With the turn toward algorithmic media, image production increasingly entails the execution of sets of procedures, integrating a procedural logic into the process. Procedurality is not medium-specific, nor tied particularly to the implements nor methodologies which guide image production, but rather, this term is descriptive of particular processes executed as a sequence of formal procedures.  As such, the machinic aspect of analogue artistic processes of automation may take form concretely through apparatus or through technique. Considering the relationship between an image and the code used to produce it in terms of instructions, the following examples give depth to our notion of automated artistic practices through their procedural aspects.

Julia Hoelzl and Rémi Marie point out that the algorithmic nature of digital images shares a lineage with the history of cartography (Hoelzl/Marie 99), which shifted from thinking of maps as representing the world in pictures to instead such a representation taking the form of a data set. After the loss of Ptolemy’s atlas, geographia, the maps were able to be redrawn by cartographers centuries later, based on the detailed data and instructions which Ptolemy had transcribed. In this sense, the systematised coordinates and measurements of features on the maps enabled them to be saved, transmitted and reiterated from numerical data into images.

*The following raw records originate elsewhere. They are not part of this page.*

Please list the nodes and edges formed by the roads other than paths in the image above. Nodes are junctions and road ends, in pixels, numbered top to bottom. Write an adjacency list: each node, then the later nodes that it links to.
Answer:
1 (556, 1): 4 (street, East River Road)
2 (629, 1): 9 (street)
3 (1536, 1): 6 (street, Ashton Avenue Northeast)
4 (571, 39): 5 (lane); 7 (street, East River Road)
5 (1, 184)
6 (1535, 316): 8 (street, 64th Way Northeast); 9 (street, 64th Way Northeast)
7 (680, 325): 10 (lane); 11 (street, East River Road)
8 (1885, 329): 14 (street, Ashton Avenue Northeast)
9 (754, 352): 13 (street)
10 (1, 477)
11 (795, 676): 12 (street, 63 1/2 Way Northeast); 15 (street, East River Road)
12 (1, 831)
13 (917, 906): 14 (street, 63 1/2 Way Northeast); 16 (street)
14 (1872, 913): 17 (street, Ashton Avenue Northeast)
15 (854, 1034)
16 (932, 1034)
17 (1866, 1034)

In another less-than contemporary example related to the history of procedural images, the canon of proportions outlined by Leonardo DaVinci in his Vitruvian Man describes the human body geometrically, as if to function as instructions for its construction. In each of these instances, mathematical formulae and the systematic cataloguing of the internal relationships enabled images to be transcribed, stored, transmitted and reiterated. Database-type images such as these or most digital images may be the result of complex processes, but although they involve some level of flexibility in their execution, they are for the most part highly predictable.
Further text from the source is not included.